Electrophysiological changes in hypothermia are similar to those is ischaemia. Since most VT and VF cardiac arrests are secondary to ischaemic events, some have proposed that hypothermia and ischaemia can induce and potentiate one another. 2 , 6
Reduced efficacy of inotropic drugs and antiarrythmics including amiodarone and bretylium has been in animal studies (dogs) during hypothermic VF. 8 , 9
The most commonly used antiarrythmic drug in VT and VF is amiodarone. Its Class III effects at the potassium channel are known to cause lengthening of the action potential which is seen as a prolongation of the QT interval. 12 , 16 Indeed, although uncommon, amiodarone has been shown to cause TDP due to QTc prolongation according to data collated by the World Health Organization Drug Monitoring Centre. During the period 1983–99, 47 cases were reported, accounting for 0.34% of all amiodarone-related adverse effects. 12 , 17 However, this risk may be potentiated in a setting such as TH, where the QTc may already be prolonged due to the cooling itself. 5 , 15 , 18 , 19 Therefore, amiodarone must be used judiciously in the case of patients following cardiac arrest due to VT or VF who are undergoing TH, since it could potentially worsen the situation. Research is needed into the use of amiodarone during TH. In our case series, Patient 3 was commenced on an intravenous amiodarone infusion within 1 h of arrival at hospital (total 1.2 g over 24 h).

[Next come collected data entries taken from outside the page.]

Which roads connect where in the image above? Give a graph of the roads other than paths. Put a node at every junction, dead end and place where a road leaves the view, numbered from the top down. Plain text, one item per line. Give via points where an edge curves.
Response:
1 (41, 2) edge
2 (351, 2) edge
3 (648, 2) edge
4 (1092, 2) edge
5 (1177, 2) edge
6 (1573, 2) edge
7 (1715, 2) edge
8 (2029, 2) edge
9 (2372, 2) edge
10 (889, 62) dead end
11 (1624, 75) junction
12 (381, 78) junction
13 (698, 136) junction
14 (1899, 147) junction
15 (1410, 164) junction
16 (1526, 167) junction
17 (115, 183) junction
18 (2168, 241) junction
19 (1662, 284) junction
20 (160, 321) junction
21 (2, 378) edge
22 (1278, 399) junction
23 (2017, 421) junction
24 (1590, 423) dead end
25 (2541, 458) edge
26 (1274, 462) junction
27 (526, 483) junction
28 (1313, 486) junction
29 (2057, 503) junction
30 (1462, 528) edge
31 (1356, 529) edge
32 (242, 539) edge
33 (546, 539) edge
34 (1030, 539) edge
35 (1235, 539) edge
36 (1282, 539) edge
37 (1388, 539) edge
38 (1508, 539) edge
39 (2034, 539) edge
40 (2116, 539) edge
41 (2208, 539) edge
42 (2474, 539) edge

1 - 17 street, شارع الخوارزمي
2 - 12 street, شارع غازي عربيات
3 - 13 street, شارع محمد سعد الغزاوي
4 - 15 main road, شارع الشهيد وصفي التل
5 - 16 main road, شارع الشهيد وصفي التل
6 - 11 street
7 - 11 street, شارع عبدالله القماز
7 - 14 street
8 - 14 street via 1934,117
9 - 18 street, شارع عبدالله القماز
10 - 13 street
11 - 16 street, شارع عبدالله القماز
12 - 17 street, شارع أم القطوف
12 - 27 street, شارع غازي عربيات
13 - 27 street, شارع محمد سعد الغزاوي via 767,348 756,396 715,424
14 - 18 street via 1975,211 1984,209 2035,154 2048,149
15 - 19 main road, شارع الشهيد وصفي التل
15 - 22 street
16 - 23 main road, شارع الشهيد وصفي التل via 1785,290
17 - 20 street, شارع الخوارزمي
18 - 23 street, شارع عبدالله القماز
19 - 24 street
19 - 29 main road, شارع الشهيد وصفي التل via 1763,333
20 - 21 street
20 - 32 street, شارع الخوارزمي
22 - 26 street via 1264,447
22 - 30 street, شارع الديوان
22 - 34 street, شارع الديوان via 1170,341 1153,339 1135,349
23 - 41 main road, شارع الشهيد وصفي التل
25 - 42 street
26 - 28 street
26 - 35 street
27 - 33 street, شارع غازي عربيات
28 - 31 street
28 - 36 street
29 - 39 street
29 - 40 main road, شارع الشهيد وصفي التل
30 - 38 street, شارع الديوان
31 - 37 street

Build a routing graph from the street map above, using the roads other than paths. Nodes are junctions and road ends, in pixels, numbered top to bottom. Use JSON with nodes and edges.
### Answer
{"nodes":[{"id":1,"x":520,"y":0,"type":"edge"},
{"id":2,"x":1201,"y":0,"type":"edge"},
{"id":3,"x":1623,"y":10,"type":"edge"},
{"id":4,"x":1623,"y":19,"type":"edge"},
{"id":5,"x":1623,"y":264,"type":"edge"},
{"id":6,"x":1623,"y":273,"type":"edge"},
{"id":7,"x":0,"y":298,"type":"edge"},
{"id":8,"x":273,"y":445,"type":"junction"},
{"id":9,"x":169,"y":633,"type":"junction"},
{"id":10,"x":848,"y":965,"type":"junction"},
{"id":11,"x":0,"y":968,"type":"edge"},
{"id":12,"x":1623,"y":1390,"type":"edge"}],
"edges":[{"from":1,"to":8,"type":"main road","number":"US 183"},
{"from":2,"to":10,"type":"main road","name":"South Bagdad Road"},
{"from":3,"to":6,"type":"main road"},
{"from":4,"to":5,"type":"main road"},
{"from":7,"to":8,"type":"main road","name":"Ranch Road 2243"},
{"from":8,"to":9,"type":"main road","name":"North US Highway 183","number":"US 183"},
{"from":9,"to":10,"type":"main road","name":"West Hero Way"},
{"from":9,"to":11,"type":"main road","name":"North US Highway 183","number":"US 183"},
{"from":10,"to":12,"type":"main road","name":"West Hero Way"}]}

This may have contributed to the QTc prolongation seen during hypothermia.
Despite TH being recommended in the ILCOR Guidelines 1 and ERC Guidelines 2 and becoming commonplace, it is concerning that there are no guidelines on ECG monitoring. When considered in light of the potentially arrhythmogenic effects of hypothermia, in particular the risk of further VT or VF secondary to QTc prolongation, and the reduced efficacy of antiarrythmic measures seen in studies during hypothermia, guidelines on ECG monitoring (including QTc) during TH are required.
Further research is required to determine optimal cardiac rhythm monitoring and the use of antiarrythmic medications (in particular, amiodarone) during TH following VT and VF. Temporary pacing can be performed in the treatment of resistant VT. 20 None of the patients in our case series underwent this treatment. However, had ventricular arrhythmias occurred in our patients during QTc prolongation, after removal of potential causes (i.e. hypothermia, amiodarone, and electrolyte imbalances), temporary pacing would have been considered. Research is needed on the effectiveness of temporary pacing for VT occurring in the setting of a hypothermic myocardium. Investigating the incidence of TDP and recurrence of VF during TH, and its relationship with temperature and QTc are required.
Conflict of interest: none declared.